Quelque 1000 personnes dont de nombreux scientifiques en sarrau blanc ont défilé en cortège funèbre mardi pour dénoncer la «mort de la preuve scientifique», exécutée selon eux par le gouvernement conservateur.

Par cette manifestation, ils dénonçaient les compressions budgétaires qui ont entraîné la fin de plusieurs programmes de recherche et qui menacent l'existence de certains centres, comme celui des lacs expérimentaux, un laboratoire en plein air dédié à la protection de l'eau douce. Sans financement gouvernemental, il risque de devoir fermer ses portes en 2013.

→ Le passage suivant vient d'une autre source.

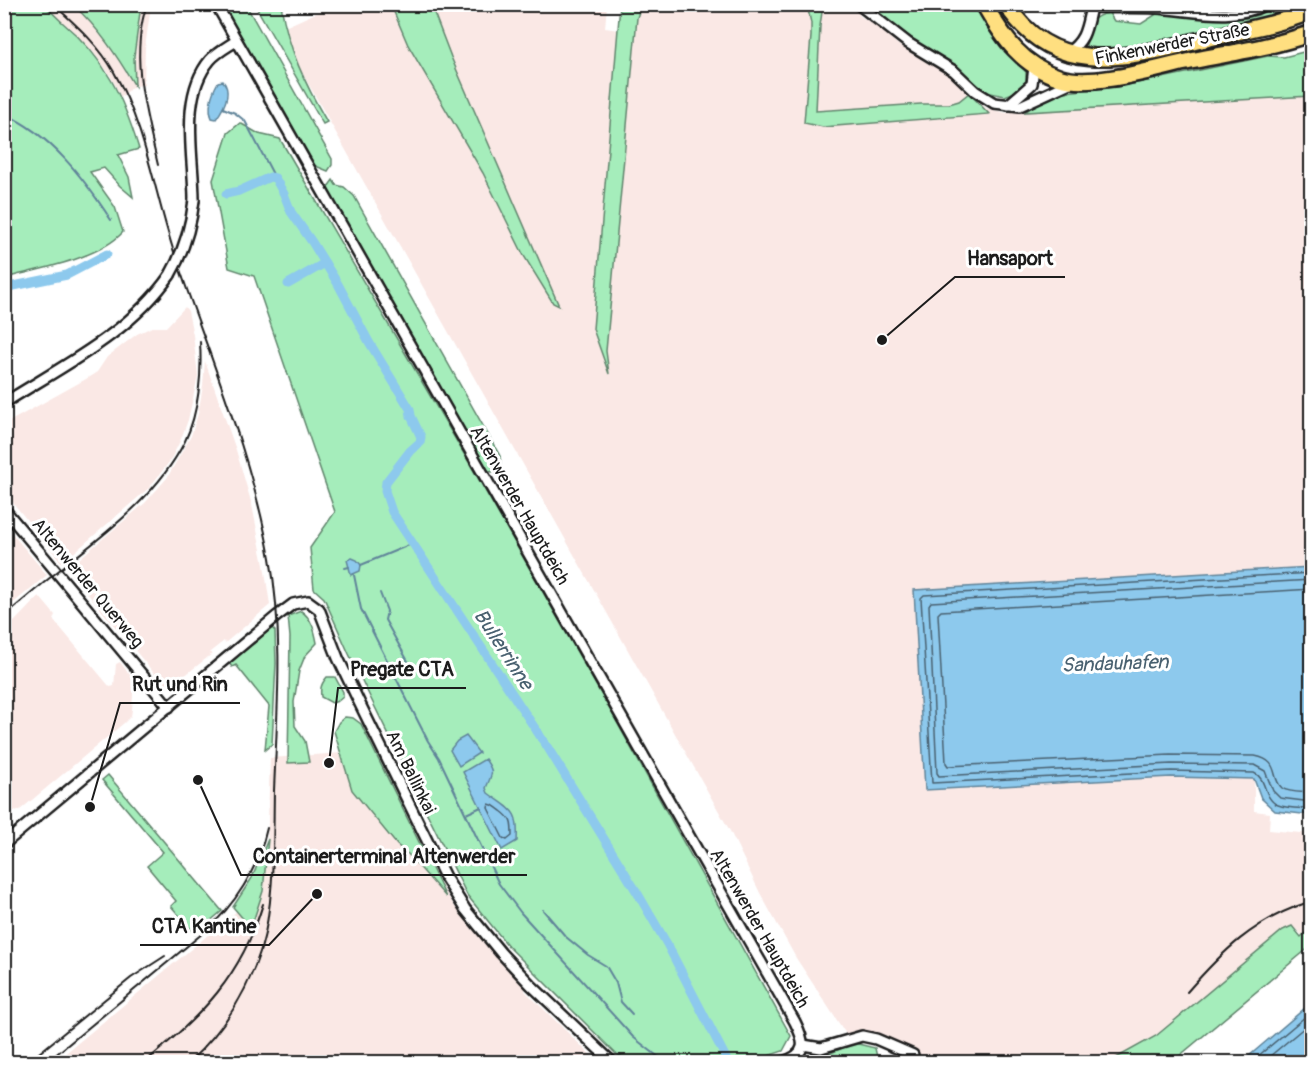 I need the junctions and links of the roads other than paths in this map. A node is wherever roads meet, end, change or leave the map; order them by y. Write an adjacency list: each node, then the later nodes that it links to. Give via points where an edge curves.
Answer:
1 (216, 4): 9 (street, Altenwerder Hauptdeich)
2 (858, 4): 13 (street, via 954,71 983,97)
3 (984, 4): 11 (main road, Finkenwerder Straße, via 1007,42)
4 (1006, 4): 10 (main road, Finkenwerder Straße, via 1036,38)
5 (1266, 4): 6 (street, via 1228,14)
6 (1087, 6): 10 (street, via 1083,37)
7 (1311, 11): 10 (main road, Finkenwerder Straße, via 1138,54 1096,59)
8 (1311, 33): 12 (main road, Finkenwerder Straße, via 1237,53)
9 (236, 41): 14 (street, bridge, via 207,65 193,95 194,200 188,233 170,275 142,310 117,331); 18 (street, Altenwerder Hauptdeich, via 795,1022)
10 (1066, 53)
11 (1034, 67): 12 (main road, Finkenwerder Straße); 13 (street, via 1029,88)
12 (1075, 81): 13 (street, Finkenwerder Straße, via 1024,105)
13 (1008, 105)
14 (4, 403)
15 (4, 509): 16 (street, Altenwerder Querweg)
16 (169, 707): 17 (street); 20 (street, Am Ballinkai, via 293,604 308,601 319,609 358,702 445,877 465,909 526,979)
17 (4, 844)
18 (803, 1045): 19 (street, via 821,1048 862,1036); 21 (street, via 796,1057)
19 (913, 1055)
20 (612, 1062)
21 (783, 1062)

Les manifestants ont aussi protesté contre le bâillon imposé aux scientifiques à l'emploi du gouvernement - un infocide», disent-ils - qui les empêche de s'exprimer librement sur la place publique.

Les scientifiques en sarrau et des «femmes endeuillées vêtues de noir» ont marché au son de musiques funèbres, scandant «pas de preuve, pas de science, pas de vérité, pas de démocratie».

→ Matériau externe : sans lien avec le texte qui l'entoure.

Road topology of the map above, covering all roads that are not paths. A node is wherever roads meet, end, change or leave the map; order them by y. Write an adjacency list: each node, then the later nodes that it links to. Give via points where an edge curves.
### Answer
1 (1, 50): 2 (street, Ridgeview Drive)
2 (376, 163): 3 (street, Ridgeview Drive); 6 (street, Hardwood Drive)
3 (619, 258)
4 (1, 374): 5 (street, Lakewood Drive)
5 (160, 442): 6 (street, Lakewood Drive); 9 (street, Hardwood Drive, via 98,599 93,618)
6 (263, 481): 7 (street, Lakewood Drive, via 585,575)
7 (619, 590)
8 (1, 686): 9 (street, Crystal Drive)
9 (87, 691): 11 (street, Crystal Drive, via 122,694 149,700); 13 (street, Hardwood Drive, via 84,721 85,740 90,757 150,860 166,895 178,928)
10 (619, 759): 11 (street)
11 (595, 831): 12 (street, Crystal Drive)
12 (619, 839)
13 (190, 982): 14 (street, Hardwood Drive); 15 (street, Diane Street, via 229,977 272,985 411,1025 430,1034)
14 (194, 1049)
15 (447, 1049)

Le cortège était précédé de «la mort», soit une jeune femme habillée d'une cape et d'un capuchon noirs, portant la faux, puis d'un cercueil qui représentait symboliquement le trépas de la preuve.

Les «oraisons funèbres» ont été prononcées dans les marches faisant face au Parlement. Plusieurs scientifiques ont pris la parole, faisant valoir que la preuve scientifique joue un rôle clé dans la prise de décision par les dirigeants canadiens, mais qu'elle a été réduite au silence.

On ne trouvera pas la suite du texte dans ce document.